What is being asked ->
Extract exactly and only the lines of the data below, starting at the line with "Please list the" and stopping after the final line.

Given data ->
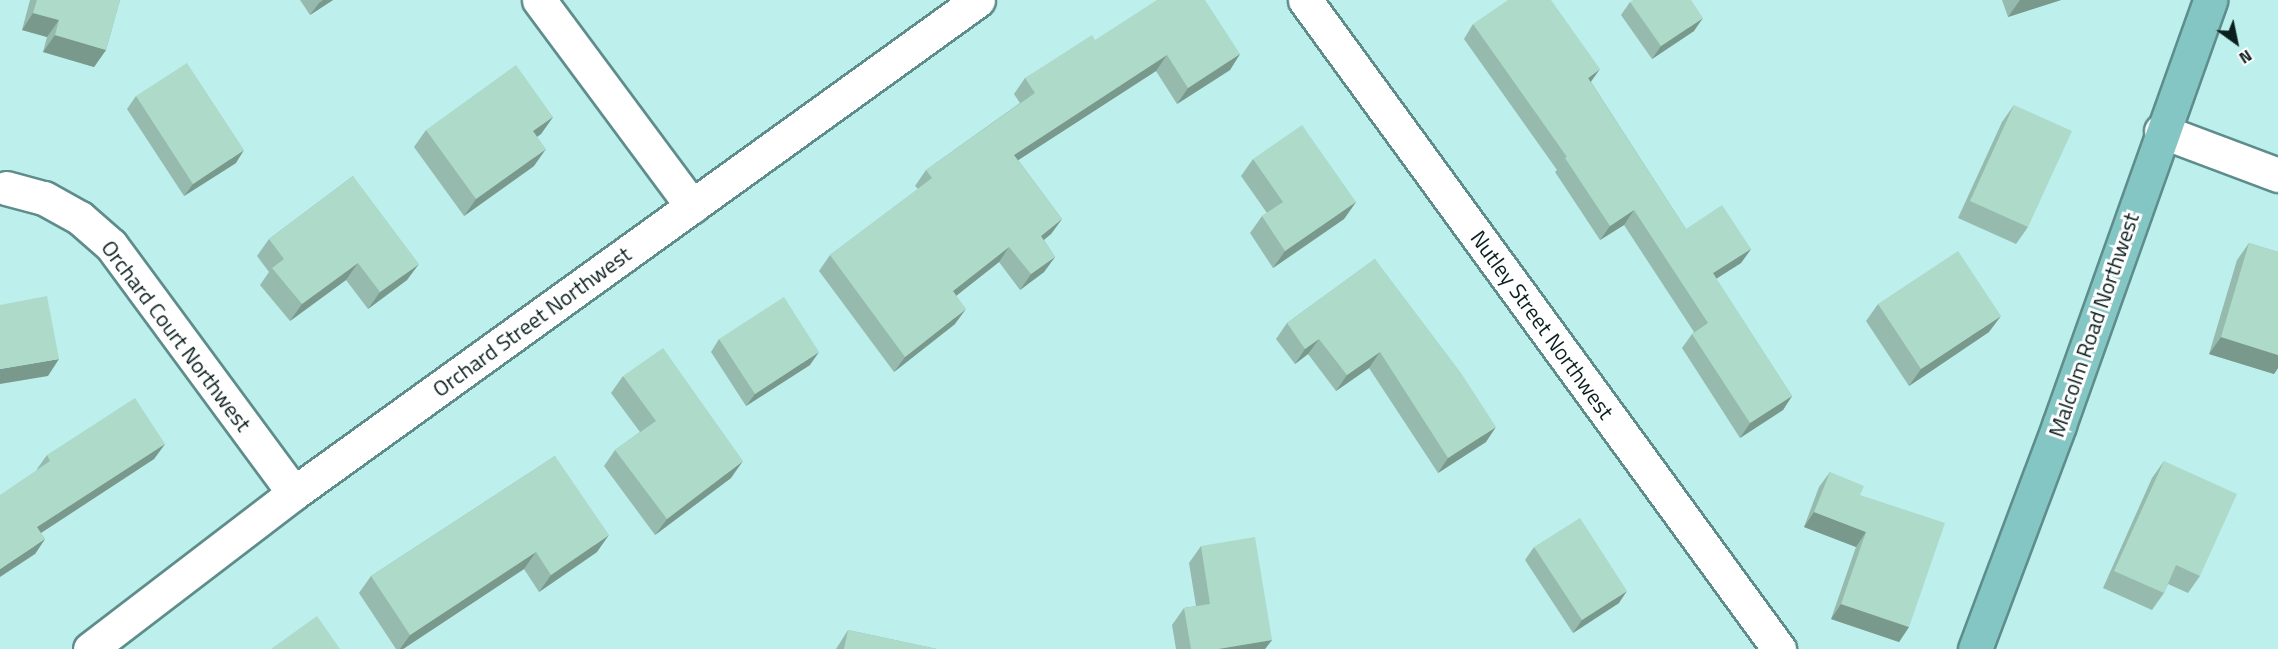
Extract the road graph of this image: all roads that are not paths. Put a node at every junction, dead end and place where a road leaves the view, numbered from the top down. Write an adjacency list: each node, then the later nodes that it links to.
1 (539, 0): 8 (street)
2 (978, 0): 8 (street, Orchard Street Northwest)
3 (1305, 0): 11 (street, Nutley Street Northwest)
4 (2210, 0): 5 (main road, Malcolm Road Northwest)
5 (2161, 131): 6 (street); 12 (main road, Malcolm Road Northwest)
6 (2278, 175)
7 (6, 188): 9 (street, Orchard Court Northwest)
8 (692, 206): 9 (street, Orchard Street Northwest)
9 (294, 493): 10 (street, Orchard Street Northwest)
10 (90, 649)
11 (1779, 649)
12 (1975, 649)

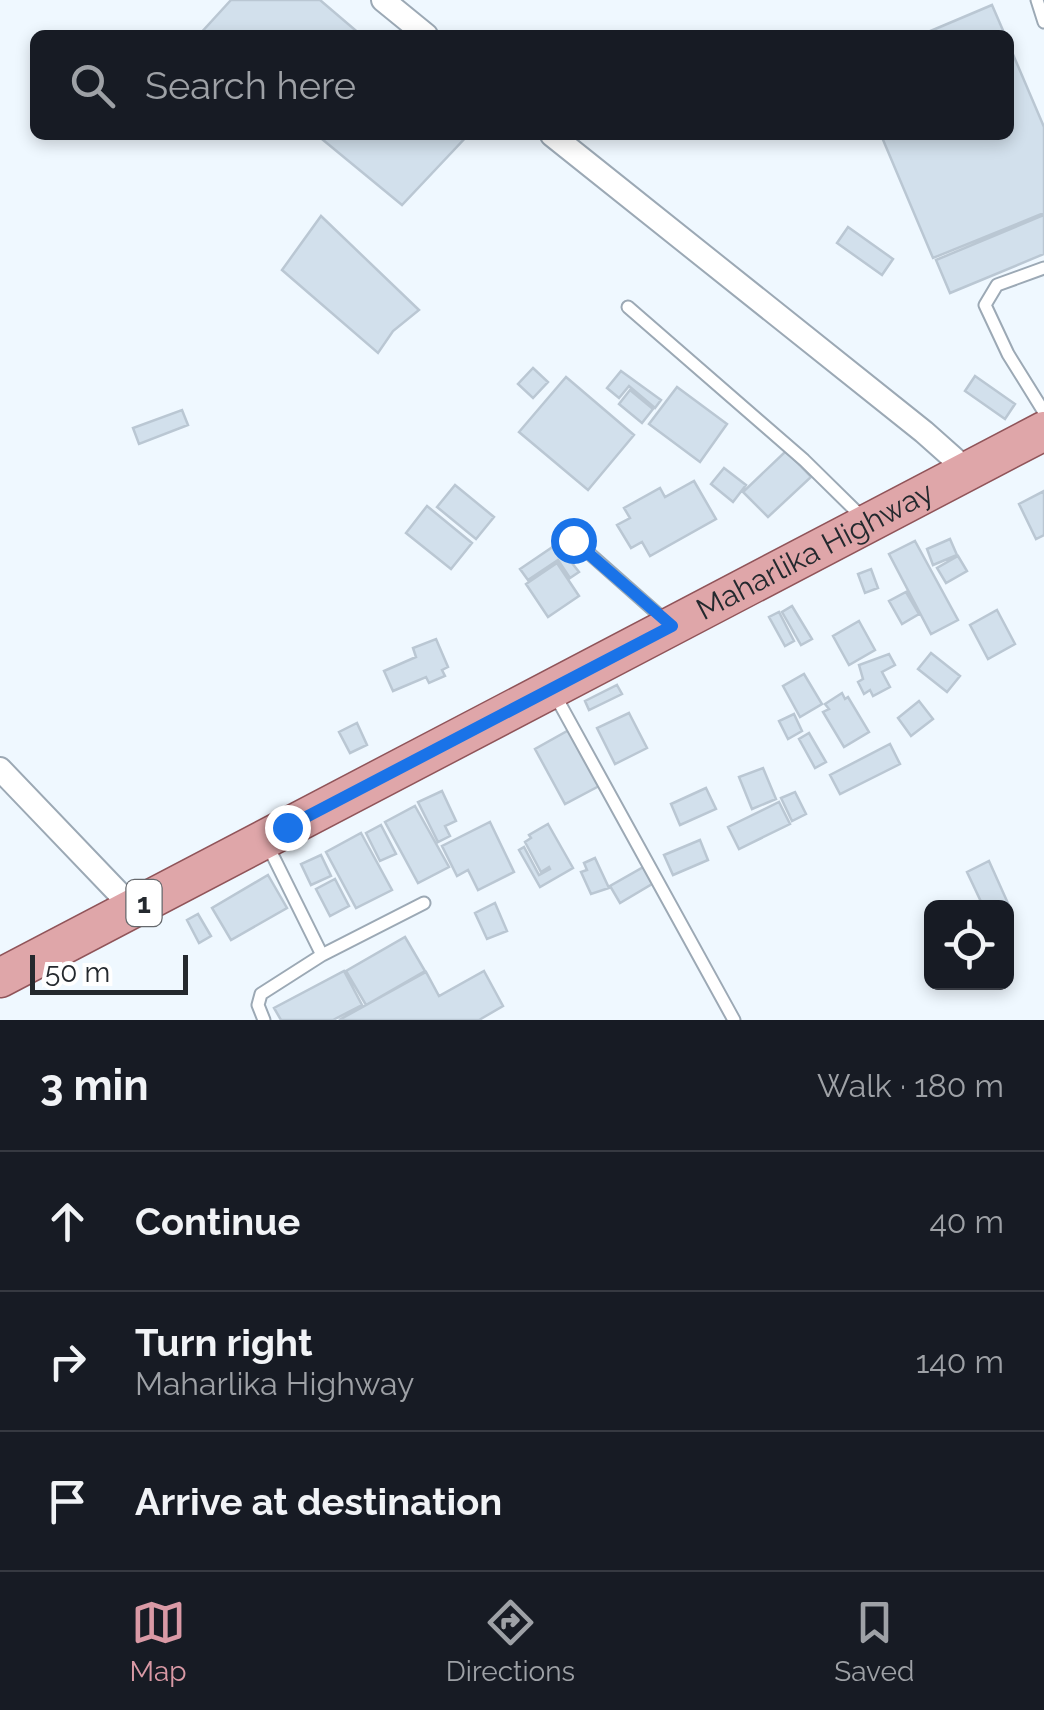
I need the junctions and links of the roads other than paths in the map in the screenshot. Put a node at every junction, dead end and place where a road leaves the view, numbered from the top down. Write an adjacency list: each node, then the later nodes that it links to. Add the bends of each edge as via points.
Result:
1 (383, 0): 4 (street)
2 (1037, 0): 3 (lane)
3 (1044, 22)
4 (420, 30)
5 (558, 140): 10 (street)
6 (1044, 268): 8 (lane, via 996,284 985,304)
7 (628, 307): 11 (lane)
8 (1044, 412)
9 (1044, 431): 10 (main road, Maharlika Highway / 1)
10 (969, 472): 11 (main road, Maharlika Highway / 1)
11 (868, 522): 13 (main road, Maharlika Highway / 1)
12 (573, 540): 13 (lane)
13 (672, 626): 14 (main road, Maharlika Highway / 1)
14 (551, 687): 16 (main road, Maharlika Highway / 1); 22 (lane)
15 (0, 770): 18 (street)
16 (264, 838): 18 (main road, Maharlika Highway / 1); 19 (lane)
17 (424, 903): 19 (lane)
18 (134, 909): 20 (main road, Maharlika Highway / 1)
19 (322, 955): 21 (lane, via 261,994)
20 (0, 978)
21 (264, 1020)
22 (734, 1020)

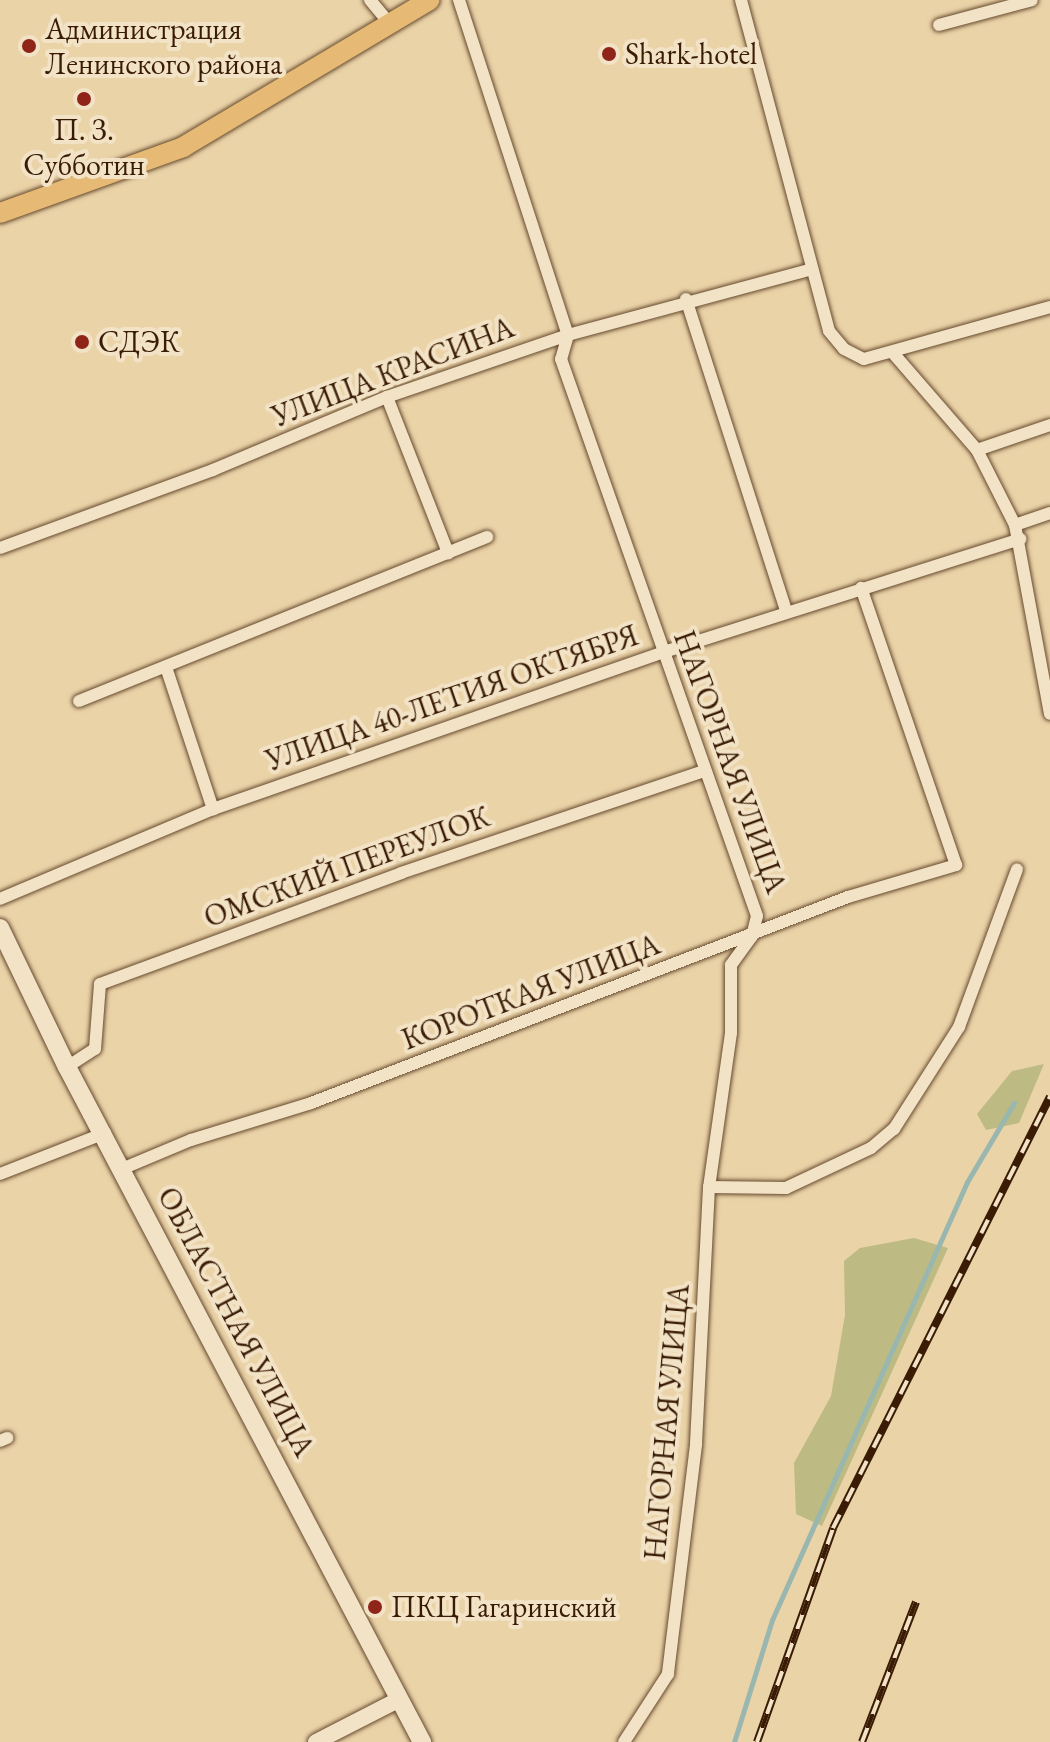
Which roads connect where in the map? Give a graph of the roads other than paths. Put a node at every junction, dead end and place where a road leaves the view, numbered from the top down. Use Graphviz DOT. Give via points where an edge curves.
graph roads {
  1 [pos="430,0"];
  2 [pos="459,0"];
  3 [pos="741,0"];
  4 [pos="1032,0"];
  5 [pos="374,1"];
  6 [pos="389,23"];
  7 [pos="939,25"];
  8 [pos="0,213"];
  9 [pos="812,269"];
  10 [pos="686,299"];
  11 [pos="1050,307"];
  12 [pos="568,335"];
  13 [pos="893,353"];
  14 [pos="387,397"];
  15 [pos="1050,425"];
  16 [pos="977,450"];
  17 [pos="1050,513"];
  18 [pos="1015,525"];
  19 [pos="487,537"];
  20 [pos="1020,539"];
  21 [pos="0,548"];
  22 [pos="448,553"];
  23 [pos="861,588"];
  24 [pos="786,611"];
  25 [pos="664,652"];
  26 [pos="166,667"];
  27 [pos="79,701"];
  28 [pos="1050,714"];
  29 [pos="704,771"];
  30 [pos="213,809"];
  31 [pos="1017,869"];
  32 [pos="0,899"];
  33 [pos="0,928"];
  34 [pos="752,936"];
  35 [pos="67,1067"];
  36 [pos="105,1133"];
  37 [pos="124,1168"];
  38 [pos="0,1174"];
  39 [pos="709,1187"];
  40 [pos="400,1699"];
  41 [pos="316,1742"];
  42 [pos="422,1742"];
  43 [pos="624,1742"];
  1 -- 6 [label="main road"];
  2 -- 12 [label="street, НАГОРНАЯ УЛИЦА"];
  3 -- 9 [label="street"];
  4 -- 7 [label="street"];
  5 -- 6 [label="street"];
  6 -- 8 [label="main road" via="183,147"];
  9 -- 10 [label="street, УЛИЦА КРАСИНА"];
  9 -- 13 [label="street" via="829,331 844,349 864,359"];
  10 -- 12 [label="street, УЛИЦА КРАСИНА"];
  10 -- 24 [label="street"];
  11 -- 13 [label="street"];
  12 -- 14 [label="street, УЛИЦА КРАСИНА"];
  12 -- 25 [label="street, НАГОРНАЯ УЛИЦА" via="561,359"];
  13 -- 16 [label="street"];
  14 -- 21 [label="street, УЛИЦА КРАСИНА" via="213,470"];
  14 -- 22 [label="street"];
  15 -- 16 [label="street"];
  16 -- 18 [label="street"];
  17 -- 18 [label="street"];
  18 -- 20 [label="street"];
  19 -- 22 [label="street"];
  20 -- 23 [label="street, УЛИЦА 40-ЛЕТИЯ ОКТЯБРЯ"];
  20 -- 28 [label="street"];
  22 -- 26 [label="street"];
  23 -- 24 [label="street, УЛИЦА 40-ЛЕТИЯ ОКТЯБРЯ"];
  23 -- 34 [label="street, КОРОТКАЯ УЛИЦА" via="956,865 848,897"];
  24 -- 25 [label="street, УЛИЦА 40-ЛЕТИЯ ОКТЯБРЯ"];
  25 -- 29 [label="street, НАГОРНАЯ УЛИЦА"];
  25 -- 30 [label="street, УЛИЦА 40-ЛЕТИЯ ОКТЯБРЯ"];
  26 -- 27 [label="street"];
  26 -- 30 [label="street"];
  29 -- 34 [label="street, НАГОРНАЯ УЛИЦА" via="757,916"];
  29 -- 35 [label="street, ОМСКИЙ ПЕРЕУЛОК" via="401,873 100,984 95,1049"];
  30 -- 32 [label="street, УЛИЦА 40-ЛЕТИЯ ОКТЯБРЯ"];
  31 -- 39 [label="street" via="959,1027 894,1129 871,1148 786,1188"];
  33 -- 35 [label="main road, ОБЛАСТНАЯ УЛИЦА"];
  34 -- 37 [label="street, КОРОТКАЯ УЛИЦА"];
  34 -- 39 [label="street, НАГОРНАЯ УЛИЦА" via="731,965 731,1033"];
  35 -- 36 [label="main road, ОБЛАСТНАЯ УЛИЦА"];
  36 -- 37 [label="main road, ОБЛАСТНАЯ УЛИЦА"];
  36 -- 38 [label="street"];
  37 -- 40 [label="main road, ОБЛАСТНАЯ УЛИЦА"];
  39 -- 43 [label="street, НАГОРНАЯ УЛИЦА" via="696,1445 668,1674"];
  40 -- 41 [label="street"];
  40 -- 42 [label="main road, ОБЛАСТНАЯ УЛИЦА"];
}
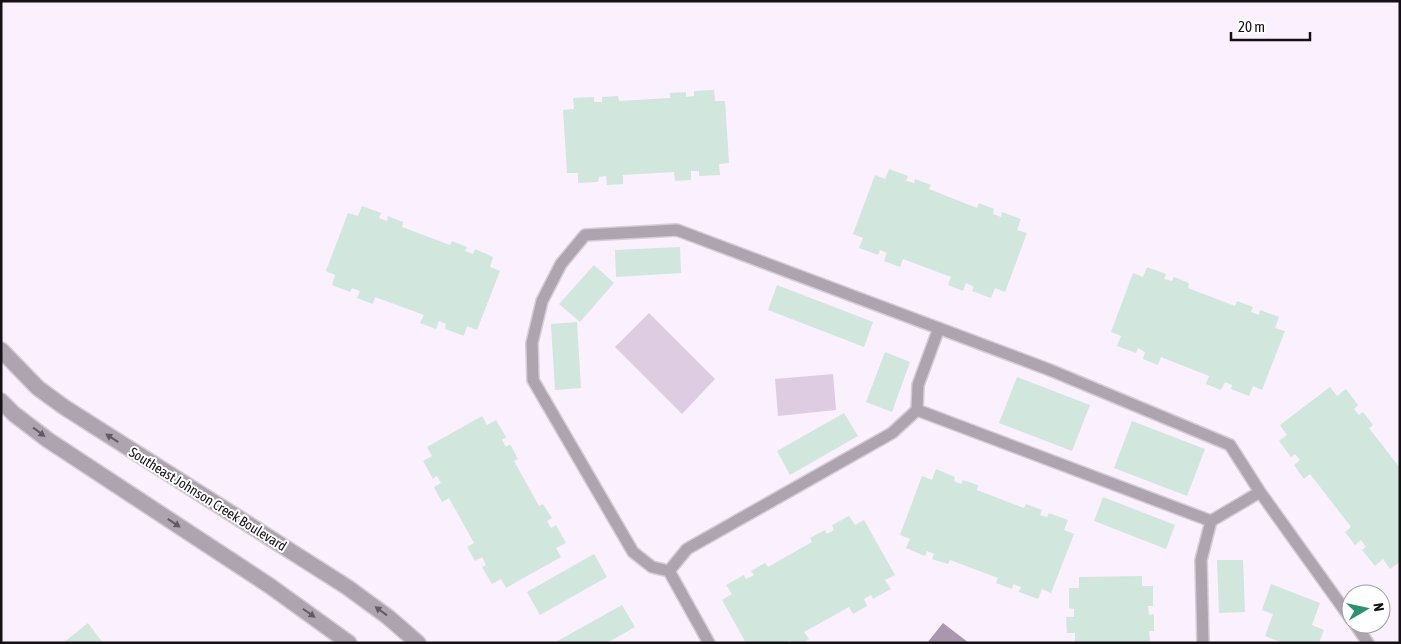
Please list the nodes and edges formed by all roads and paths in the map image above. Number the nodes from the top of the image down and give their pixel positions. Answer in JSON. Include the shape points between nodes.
{"nodes":[{"id":1,"x":939,"y":328,"type":"junction"},
{"id":2,"x":1,"y":350,"type":"edge"},
{"id":3,"x":1,"y":401,"type":"edge"},
{"id":4,"x":917,"y":410,"type":"junction"},
{"id":5,"x":1260,"y":492,"type":"junction"},
{"id":6,"x":1211,"y":521,"type":"junction"},
{"id":7,"x":669,"y":571,"type":"junction"},
{"id":8,"x":1341,"y":605,"type":"edge"},
{"id":9,"x":349,"y":643,"type":"edge"},
{"id":10,"x":418,"y":643,"type":"edge"},
{"id":11,"x":709,"y":643,"type":"edge"},
{"id":12,"x":1203,"y":643,"type":"edge"}],
"edges":[{"from":1,"to":4,"type":"lane","via":[[918,385]]},
{"from":1,"to":5,"type":"lane","via":[[1230,445]]},
{"from":1,"to":7,"type":"lane","via":[[677,230],[585,235],[561,264],[542,301],[532,342],[533,380],[633,552],[652,567]]},
{"from":10,"to":2,"type":"street","name":"Southeast Johnson Creek Boulevard","one_way":true,"via":[[347,586],[64,407],[38,388]]},
{"from":3,"to":9,"type":"street","one_way":true,"via":[[48,440],[270,586]]},
{"from":4,"to":6,"type":"lane"},
{"from":4,"to":7,"type":"lane","via":[[892,433],[687,549]]},
{"from":5,"to":6,"type":"lane"},
{"from":5,"to":8,"type":"lane"},
{"from":6,"to":12,"type":"lane","via":[[1201,560]]},
{"from":7,"to":11,"type":"lane"}]}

Result of this exercise ->
Please list the nodes and edges formed by all roads and paths in the map image above. Number the nodes from the top of the image down and give their pixel positions. Answer in JSON. Include the shape points between nodes.
{"nodes":[{"id":1,"x":939,"y":328,"type":"junction"},
{"id":2,"x":1,"y":350,"type":"edge"},
{"id":3,"x":1,"y":401,"type":"edge"},
{"id":4,"x":917,"y":410,"type":"junction"},
{"id":5,"x":1260,"y":492,"type":"junction"},
{"id":6,"x":1211,"y":521,"type":"junction"},
{"id":7,"x":669,"y":571,"type":"junction"},
{"id":8,"x":1341,"y":605,"type":"edge"},
{"id":9,"x":349,"y":643,"type":"edge"},
{"id":10,"x":418,"y":643,"type":"edge"},
{"id":11,"x":709,"y":643,"type":"edge"},
{"id":12,"x":1203,"y":643,"type":"edge"}],
"edges":[{"from":1,"to":4,"type":"lane","via":[[918,385]]},
{"from":1,"to":5,"type":"lane","via":[[1230,445]]},
{"from":1,"to":7,"type":"lane","via":[[677,230],[585,235],[561,264],[542,301],[532,342],[533,380],[633,552],[652,567]]},
{"from":10,"to":2,"type":"street","name":"Southeast Johnson Creek Boulevard","one_way":true,"via":[[347,586],[64,407],[38,388]]},
{"from":3,"to":9,"type":"street","one_way":true,"via":[[48,440],[270,586]]},
{"from":4,"to":6,"type":"lane"},
{"from":4,"to":7,"type":"lane","via":[[892,433],[687,549]]},
{"from":5,"to":6,"type":"lane"},
{"from":5,"to":8,"type":"lane"},
{"from":6,"to":12,"type":"lane","via":[[1201,560]]},
{"from":7,"to":11,"type":"lane"}]}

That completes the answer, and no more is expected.